Côté politique, le gouvernement minoritaire de Justin Trudeau avait trois objectifs :

• maintenir l’entente de soutien et de confiance qu’il avait conclue avec le Nouveau Parti démocratique;

• compenser le taux d’inflation toujours trop élevé; et

• réagir au Inflation Reduction Act des États-Unis, une loi qui injecte des milliards de subventions dans l’économie pour encourager une transition vers l’énergie verte.

Côté financier, la ministre prétend que le gouvernement s’est engagé à poursuivre ce qu’elle appelle une « tradition de responsabilité budgétaire ». Cette notion imprécise de responsabilité budgétaire ne sous-entend en aucun temps le retour à l’équilibre budgétaire, puisque ce gouvernement n’a jamais eu une politique qui allait dans ce sens et ce budget n’en prévoit aucune.

À preuve, en novembre dernier, la ministre prévoyait un déficit budgétaire de 30,6 milliards $, un chiffre qui est passé à 41,1 milliards $ la semaine dernière. Le retour à l’équilibre budgétaire avait été prévu pour l’année 2027-2028 avec un surplus de 4,5 milliards $. Quatre mois plus tard, l’équilibre espéré est disparu et le surplus s’est transformé en un potentiel déficit de 14,0 milliards $. Et les frais de la dette qui étaient de 24,5 milliards $ en 2021-2022 pourraient doubler à 50,3 milliards $ en 2027-2028.
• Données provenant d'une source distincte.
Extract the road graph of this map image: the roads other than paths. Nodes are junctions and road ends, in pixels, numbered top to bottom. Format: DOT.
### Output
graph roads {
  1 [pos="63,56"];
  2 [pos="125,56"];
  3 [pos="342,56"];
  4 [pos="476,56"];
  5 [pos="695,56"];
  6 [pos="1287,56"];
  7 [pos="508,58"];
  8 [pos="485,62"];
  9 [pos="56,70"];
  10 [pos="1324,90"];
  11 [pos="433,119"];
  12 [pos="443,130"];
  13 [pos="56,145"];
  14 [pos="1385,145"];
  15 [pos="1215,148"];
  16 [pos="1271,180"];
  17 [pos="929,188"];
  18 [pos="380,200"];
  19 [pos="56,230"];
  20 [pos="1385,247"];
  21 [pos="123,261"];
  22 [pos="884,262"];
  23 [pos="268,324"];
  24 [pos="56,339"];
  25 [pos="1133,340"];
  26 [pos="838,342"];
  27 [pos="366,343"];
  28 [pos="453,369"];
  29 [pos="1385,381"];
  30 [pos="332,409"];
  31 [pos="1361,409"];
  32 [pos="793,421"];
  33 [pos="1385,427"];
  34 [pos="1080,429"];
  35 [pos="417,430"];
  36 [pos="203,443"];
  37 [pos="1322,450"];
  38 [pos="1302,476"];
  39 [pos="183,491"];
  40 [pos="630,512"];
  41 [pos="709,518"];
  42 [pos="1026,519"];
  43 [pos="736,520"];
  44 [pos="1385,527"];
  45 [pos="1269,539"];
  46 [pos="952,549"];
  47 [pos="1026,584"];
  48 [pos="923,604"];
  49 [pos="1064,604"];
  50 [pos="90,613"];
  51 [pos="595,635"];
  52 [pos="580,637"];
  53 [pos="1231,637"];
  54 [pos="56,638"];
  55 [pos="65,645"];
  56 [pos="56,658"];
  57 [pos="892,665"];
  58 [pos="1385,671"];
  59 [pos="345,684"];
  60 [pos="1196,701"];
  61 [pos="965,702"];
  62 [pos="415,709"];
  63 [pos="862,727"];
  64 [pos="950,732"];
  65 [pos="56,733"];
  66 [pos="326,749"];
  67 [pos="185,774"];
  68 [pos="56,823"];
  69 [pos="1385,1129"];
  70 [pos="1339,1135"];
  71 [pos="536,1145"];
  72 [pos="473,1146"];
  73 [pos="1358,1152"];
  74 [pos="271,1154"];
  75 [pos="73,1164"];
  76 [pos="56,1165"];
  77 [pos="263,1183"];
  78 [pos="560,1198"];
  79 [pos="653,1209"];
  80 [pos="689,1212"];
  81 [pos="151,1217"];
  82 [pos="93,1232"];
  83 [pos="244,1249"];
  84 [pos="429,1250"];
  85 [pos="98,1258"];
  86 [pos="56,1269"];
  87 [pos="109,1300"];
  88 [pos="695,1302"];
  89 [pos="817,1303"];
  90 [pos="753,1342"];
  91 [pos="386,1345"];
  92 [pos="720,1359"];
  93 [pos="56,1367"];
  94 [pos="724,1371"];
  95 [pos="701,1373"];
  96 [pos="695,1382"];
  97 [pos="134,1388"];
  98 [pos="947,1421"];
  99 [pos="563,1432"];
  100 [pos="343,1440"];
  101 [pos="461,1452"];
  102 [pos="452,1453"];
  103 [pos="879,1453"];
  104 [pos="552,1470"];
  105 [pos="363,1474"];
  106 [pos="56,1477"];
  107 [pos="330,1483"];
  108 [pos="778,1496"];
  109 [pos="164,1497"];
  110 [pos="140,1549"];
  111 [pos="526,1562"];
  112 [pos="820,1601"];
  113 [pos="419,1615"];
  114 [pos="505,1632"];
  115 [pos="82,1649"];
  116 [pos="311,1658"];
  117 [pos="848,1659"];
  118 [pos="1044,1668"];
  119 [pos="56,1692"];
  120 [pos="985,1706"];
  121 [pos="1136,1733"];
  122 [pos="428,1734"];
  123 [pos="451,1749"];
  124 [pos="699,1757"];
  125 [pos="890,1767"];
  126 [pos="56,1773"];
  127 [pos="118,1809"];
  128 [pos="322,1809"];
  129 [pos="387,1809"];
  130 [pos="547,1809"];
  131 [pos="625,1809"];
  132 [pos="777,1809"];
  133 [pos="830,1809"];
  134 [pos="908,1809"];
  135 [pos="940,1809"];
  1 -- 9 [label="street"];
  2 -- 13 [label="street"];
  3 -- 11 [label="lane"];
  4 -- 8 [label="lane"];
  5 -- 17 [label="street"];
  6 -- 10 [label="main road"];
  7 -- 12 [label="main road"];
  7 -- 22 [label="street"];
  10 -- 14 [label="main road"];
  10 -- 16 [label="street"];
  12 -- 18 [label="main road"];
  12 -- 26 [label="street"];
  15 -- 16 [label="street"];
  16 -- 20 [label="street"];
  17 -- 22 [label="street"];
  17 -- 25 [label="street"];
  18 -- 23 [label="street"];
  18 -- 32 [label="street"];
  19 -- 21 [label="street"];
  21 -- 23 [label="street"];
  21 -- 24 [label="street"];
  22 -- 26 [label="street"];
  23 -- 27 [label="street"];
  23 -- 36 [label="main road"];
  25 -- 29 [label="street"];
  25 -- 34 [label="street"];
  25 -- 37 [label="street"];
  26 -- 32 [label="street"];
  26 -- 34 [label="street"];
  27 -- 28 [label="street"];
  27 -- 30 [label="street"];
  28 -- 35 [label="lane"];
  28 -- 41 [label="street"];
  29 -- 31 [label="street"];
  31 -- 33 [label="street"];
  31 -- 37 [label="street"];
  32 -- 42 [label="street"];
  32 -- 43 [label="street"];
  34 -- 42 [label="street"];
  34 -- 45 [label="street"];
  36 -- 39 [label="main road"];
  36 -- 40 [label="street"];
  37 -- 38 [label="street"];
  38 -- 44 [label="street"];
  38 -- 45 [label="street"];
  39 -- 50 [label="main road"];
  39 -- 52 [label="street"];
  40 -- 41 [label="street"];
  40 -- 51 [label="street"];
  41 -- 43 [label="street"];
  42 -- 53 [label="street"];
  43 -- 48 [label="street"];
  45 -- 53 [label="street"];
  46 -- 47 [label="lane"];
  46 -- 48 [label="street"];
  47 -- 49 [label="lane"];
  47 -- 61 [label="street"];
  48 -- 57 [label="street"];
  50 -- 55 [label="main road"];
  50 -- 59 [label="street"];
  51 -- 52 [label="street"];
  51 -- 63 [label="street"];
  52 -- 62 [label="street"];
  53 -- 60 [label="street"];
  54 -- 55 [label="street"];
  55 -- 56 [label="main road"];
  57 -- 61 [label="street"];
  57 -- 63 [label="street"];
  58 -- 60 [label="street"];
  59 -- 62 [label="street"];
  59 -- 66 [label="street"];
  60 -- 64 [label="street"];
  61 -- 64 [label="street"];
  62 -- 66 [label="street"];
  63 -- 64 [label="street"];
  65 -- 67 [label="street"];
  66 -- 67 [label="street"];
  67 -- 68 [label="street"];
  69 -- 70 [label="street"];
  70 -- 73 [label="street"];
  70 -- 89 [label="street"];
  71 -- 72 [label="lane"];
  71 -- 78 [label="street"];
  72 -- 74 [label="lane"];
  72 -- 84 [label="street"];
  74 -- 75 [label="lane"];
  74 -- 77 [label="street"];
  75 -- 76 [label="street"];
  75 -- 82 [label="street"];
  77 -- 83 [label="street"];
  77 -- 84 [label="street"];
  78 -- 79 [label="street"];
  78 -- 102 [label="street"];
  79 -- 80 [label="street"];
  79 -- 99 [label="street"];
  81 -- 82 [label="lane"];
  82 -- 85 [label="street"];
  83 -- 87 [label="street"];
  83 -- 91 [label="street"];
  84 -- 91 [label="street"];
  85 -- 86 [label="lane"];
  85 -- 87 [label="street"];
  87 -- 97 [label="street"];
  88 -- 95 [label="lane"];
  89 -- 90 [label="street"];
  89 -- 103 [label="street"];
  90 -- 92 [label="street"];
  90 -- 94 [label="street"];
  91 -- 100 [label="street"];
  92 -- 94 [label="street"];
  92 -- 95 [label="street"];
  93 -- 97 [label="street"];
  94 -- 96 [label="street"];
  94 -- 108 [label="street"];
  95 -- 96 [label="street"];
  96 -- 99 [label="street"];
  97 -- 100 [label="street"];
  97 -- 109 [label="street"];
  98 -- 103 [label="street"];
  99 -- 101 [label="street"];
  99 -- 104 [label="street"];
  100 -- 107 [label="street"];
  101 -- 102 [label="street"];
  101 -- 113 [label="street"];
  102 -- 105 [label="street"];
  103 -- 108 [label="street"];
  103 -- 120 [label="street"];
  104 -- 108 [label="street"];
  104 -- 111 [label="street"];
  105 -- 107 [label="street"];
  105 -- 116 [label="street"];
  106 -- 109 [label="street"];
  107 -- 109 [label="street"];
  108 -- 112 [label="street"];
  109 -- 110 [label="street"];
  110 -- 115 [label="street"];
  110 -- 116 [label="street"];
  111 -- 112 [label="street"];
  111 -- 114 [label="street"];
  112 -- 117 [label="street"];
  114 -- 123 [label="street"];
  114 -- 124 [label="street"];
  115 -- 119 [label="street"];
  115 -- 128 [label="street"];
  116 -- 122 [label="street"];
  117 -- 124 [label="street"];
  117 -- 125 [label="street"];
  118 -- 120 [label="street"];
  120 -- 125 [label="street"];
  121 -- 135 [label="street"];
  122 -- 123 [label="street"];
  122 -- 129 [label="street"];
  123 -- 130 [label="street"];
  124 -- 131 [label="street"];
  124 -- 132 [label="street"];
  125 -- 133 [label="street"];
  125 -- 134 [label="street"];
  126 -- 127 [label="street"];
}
Faisant mine de faire des économies, la ministre propose de réduire les dépenses des ministères et organismes fédéraux, les services de consultation et les déplacements des fonctionnaires. Sur des dépenses prévues de 496,9 milliards $ en 2023-2024, ces réductions sont extrêmement modestes.

Tout indique que Justin Trudeau se rappelle que le point tournant de sa campagne en 2015 avait été sa déclaration qu’il prévoyait « un modeste déficit à court terme » de moins de 10 milliards $ pour chacune des trois premières années, puis un budget équilibré en 2019-2020. L’électorat, fatigué des restrictions budgétaires des conservateurs, avait récompensé les libéraux en les portant au pouvoir.

Encore aujourd’hui, Justin Trudeau s’inscrit dans la même logique budgétaire. En se démarquant ainsi de la position des conservateurs de Pierre Poilievre, il a mis la table pour la prochaine élection fédérale qui pourrait avoir lieu, si l’entente avec le Nouveau Parti démocratique tient, en 2025. D’évidence, il parie qu’il pourra convaincre l’électorat que le niveau d’endettement du pays est encore une préoccupation secondaire, et qu’il importe plutôt de miser sur ses trois priorités budgétaires : les soins de santé, incluant un plan dentaire, les mesures pour pallier l’inflation, et l’économie verte.